SGX-listed Frasers Property has announced that it will buy 75 per cent stake in Ho Chi Minh City-based Phu An Dien Real Estate Joint Stock Company (PAD) for VND799 billion ($34.3 million), according to a disclosure on the Singapore Exchange – According to Deal Street Asia.
The Singapore-based realty major, through its subsidiary Frasers Property Investments (Vietnam), will sign a conditional share purchase agreement with Tran Thai Lands Company Limited to acquire the 45 million shares or 75 per cent stake in PAD.
The price for PAD was arrived at on a willing-buyer, willing-seller basis, based on the estimated net asset value of PAD at completion, taking into account the value of the property, Frasers Property’s announcement said.
PAD will undertake the development of a residential-cum-commercial project in Vietnam. The project will be on a mixed-use development plot in Linh Trung Ward, Thu Duc District, in Ho Chi Minh City.
Frasers Property Vietnam made its foray in the country in 1999 with the development of a 22-storey retail/office building Me Linh Point Tower in District 1, the Central Business District of Ho Chi Minh City.

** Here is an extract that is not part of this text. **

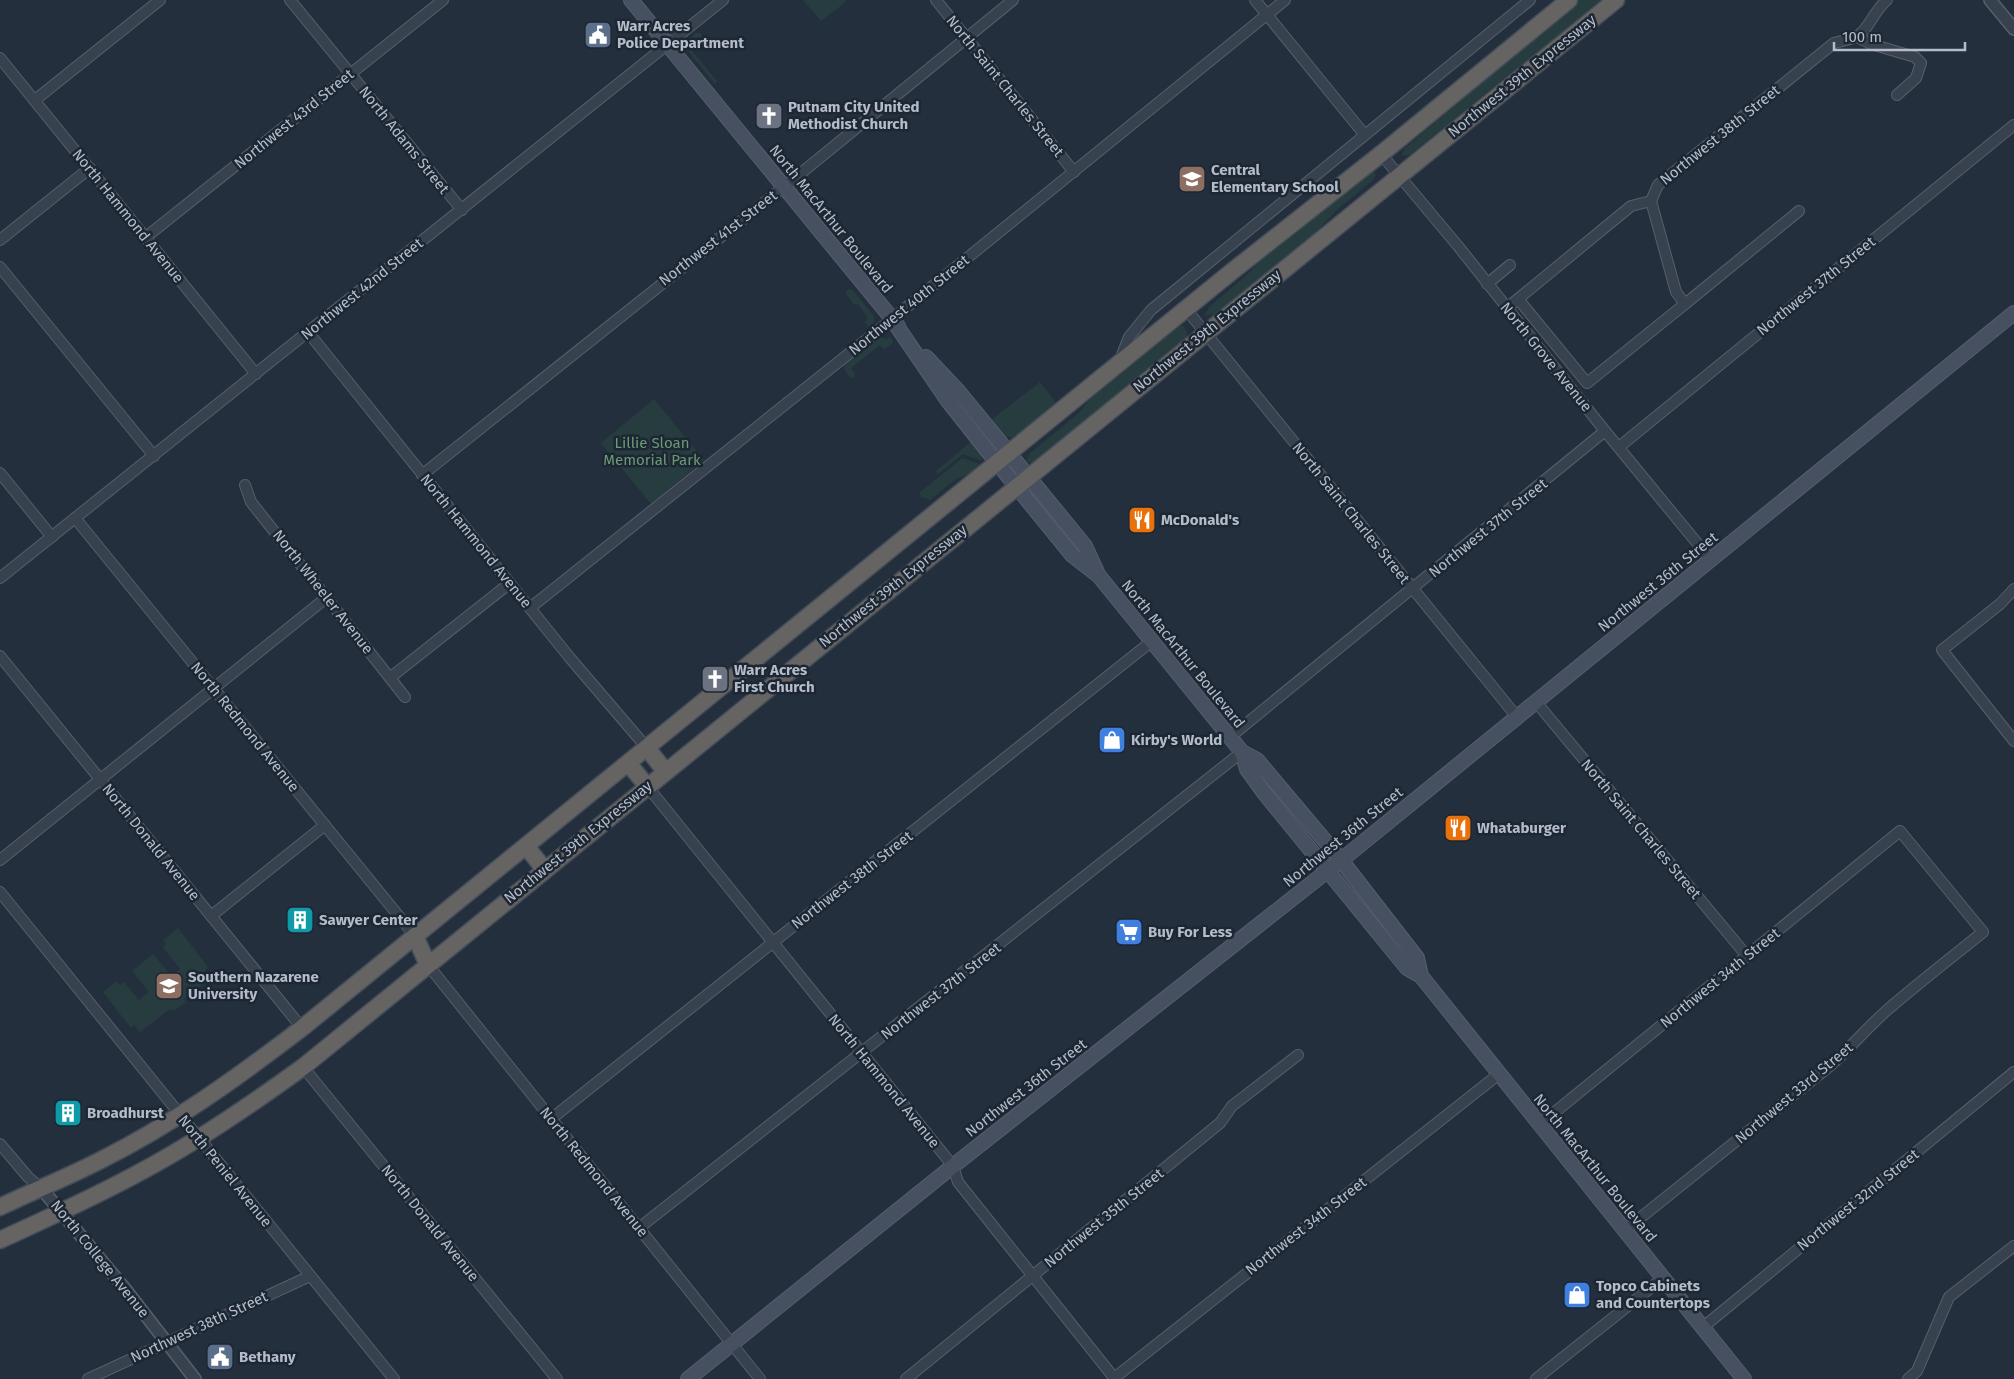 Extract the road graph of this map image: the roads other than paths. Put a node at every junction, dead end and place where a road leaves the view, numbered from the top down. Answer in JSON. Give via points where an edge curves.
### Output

SGX-listed Frasers Property has been actively picking assets overseas. In February, it announced that it will acquire a property portfolio of 22 assets, owned and managed by Alpha Industrial Holding, in Luxembourg. The deal also covered the acquisition of the project and asset management business of Alpha Industrial through the purchase of the entire issued share capital of Alpha Industrial GmbH & Co in Cologne, Germany.
Vietnam’s real estate market has attracted foreign capital to the tune of $5.54 billion, accounting for 27.3 per cent of total foreign direct investment poured into the country in the first half of the year, according to the latest statistics released by the Foreign Investment Agency.
Like many other emerging markets, merger and acquisition (M&A) activity in real estate in Vietnam has been active. In the first quarter of this year, Vietnam’s real estate sector saw M&A reach a total of $200 million, according to JLL estimates.